ND Filter Calculator
Calculate new shutter speed for ND2 through ND1000 filters from your base exposure settings.
Returns adjusted time for waterfalls, traffic, and motion blur.
ND (Neutral Density) filters reduce the amount of light entering the camera without affecting color, allowing you to use slower shutter speeds or wider apertures in bright conditions for creative effects.
Stop calculation:
Stops = log₂(Filter Factor) or equivalently Stops = log(Filter Factor) / log(2)
Filtered Shutter Speed = Unfiltered Shutter Speed × Filter Factor
ND filter designation cross-reference:
| ND Label | Filter Factor | Stops | Light Blocked |
|---|---|---|---|
| ND2 | ×2 | 1 stop | 50% |
| ND4 | ×4 | 2 stops | 75% |
| ND8 | ×8 | 3 stops | 87.5% |
| ND16 | ×16 | 4 stops | 93.75% |
| ND64 | ×64 | 6 stops | 98.4% |
| ND256 | ×256 | 8 stops | 99.6% |
| ND1000 | ×1000 | 10 stops | 99.9% |
Worked example — Long exposure waterfall: Without filter: 1/500s shutter (bright daylight, f/8, ISO 100) Goal: 2-second exposure to blur water
- Required factor: 2s / (1/500s) = 2 × 500 = 1,000×
- Required filter: ND1000 (10-stop)
- Verification: 1/500 × 1,000 = 2 seconds ✓
Stacking ND filters: Stops add, factors multiply. ND8 (3 stops) + ND64 (6 stops) = 9 stops combined (factor = 8 × 64 = 512).
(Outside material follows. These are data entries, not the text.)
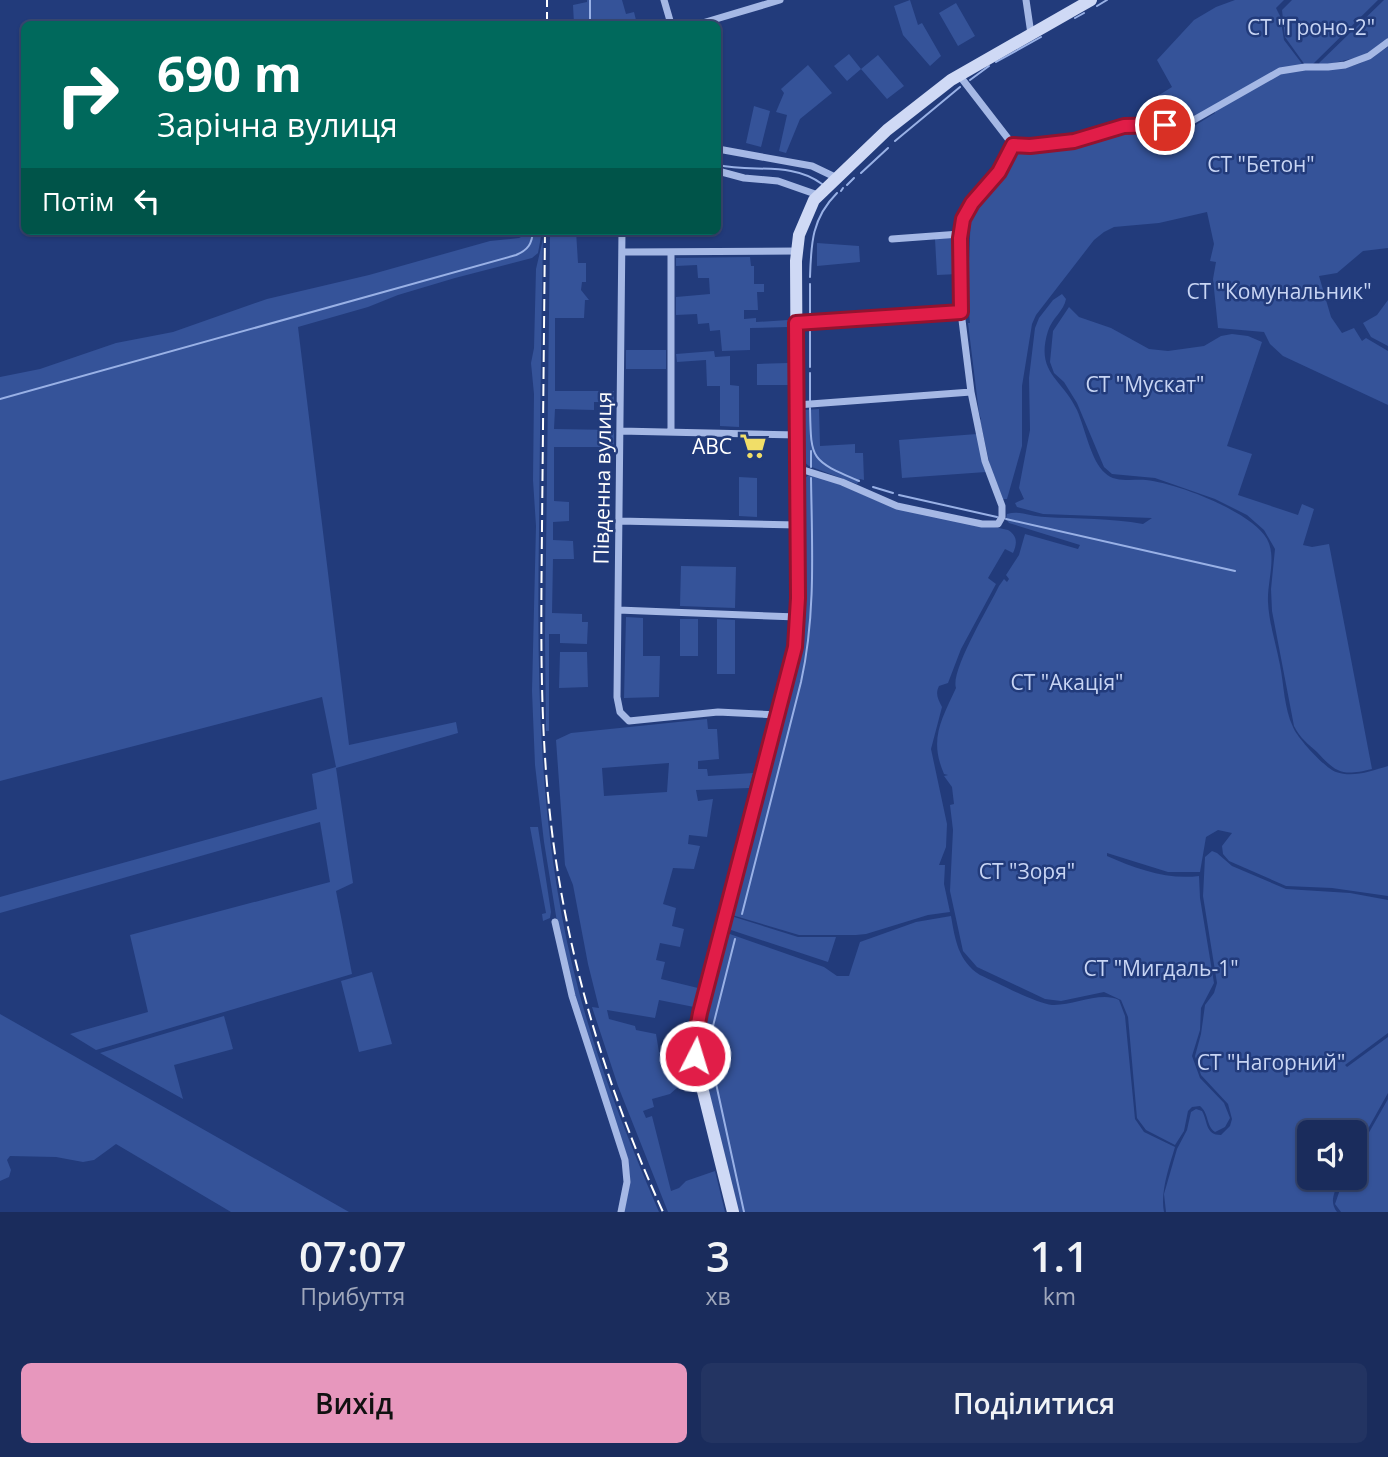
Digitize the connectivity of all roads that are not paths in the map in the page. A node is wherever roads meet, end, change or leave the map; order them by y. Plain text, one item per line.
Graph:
1 (664, 0) edge
2 (780, 0) edge
3 (1026, 0) edge
4 (1091, 0) edge
5 (670, 21) edge
6 (709, 21) edge
7 (1031, 34) junction
8 (1388, 42) edge
9 (959, 75) junction
10 (1013, 145) junction
11 (721, 150) edge
12 (721, 172) edge
13 (835, 177) junction
14 (818, 195) junction
15 (960, 234) junction
16 (622, 235) edge
17 (892, 239) dead end
18 (797, 246) junction
19 (622, 252) junction
20 (671, 252) junction
21 (961, 312) junction
22 (796, 323) junction
23 (971, 392) junction
24 (797, 405) junction
25 (620, 431) junction
26 (671, 432) junction
27 (797, 435) junction
28 (797, 468) junction
29 (619, 521) junction
30 (797, 525) junction
31 (618, 610) junction
32 (797, 617) junction
33 (778, 715) junction
34 (555, 922) dead end
35 (621, 1212) edge
36 (733, 1212) edge

1 - 5 street
2 - 6 street
3 - 7 street
4 - 7 main road
7 - 9 main road
8 - 10 street
9 - 10 street
9 - 13 main road
10 - 15 street
11 - 13 street
12 - 14 street
13 - 14 main road
14 - 18 main road
15 - 17 street
15 - 21 street
16 - 19 street, Південна вулиця
18 - 20 street
18 - 22 main road
19 - 20 street
19 - 25 street, Південна вулиця
20 - 26 street
21 - 22 street
21 - 23 street
22 - 24 main road
23 - 24 street
23 - 28 street
24 - 27 main road
25 - 26 street
25 - 29 street, Південна вулиця
26 - 27 street
27 - 28 main road
28 - 30 main road
29 - 30 street
29 - 31 street, Південна вулиця
30 - 32 main road
31 - 32 street
31 - 33 street, Південна вулиця
32 - 33 main road
33 - 36 main road
34 - 35 street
Creative uses by exposure length:
- 1/15 – 1/4 sec: Silky waterfalls
- 1–5 sec: Misty water, ghost movement of people
- 30 sec – 2 min: Cloud streaks, glass-flat water
- 2–10 min: Light trails, extreme seascape smoothing
Focusing tip: Always focus and compose before attaching an ND1000 — the viewfinder goes nearly black and autofocus struggles.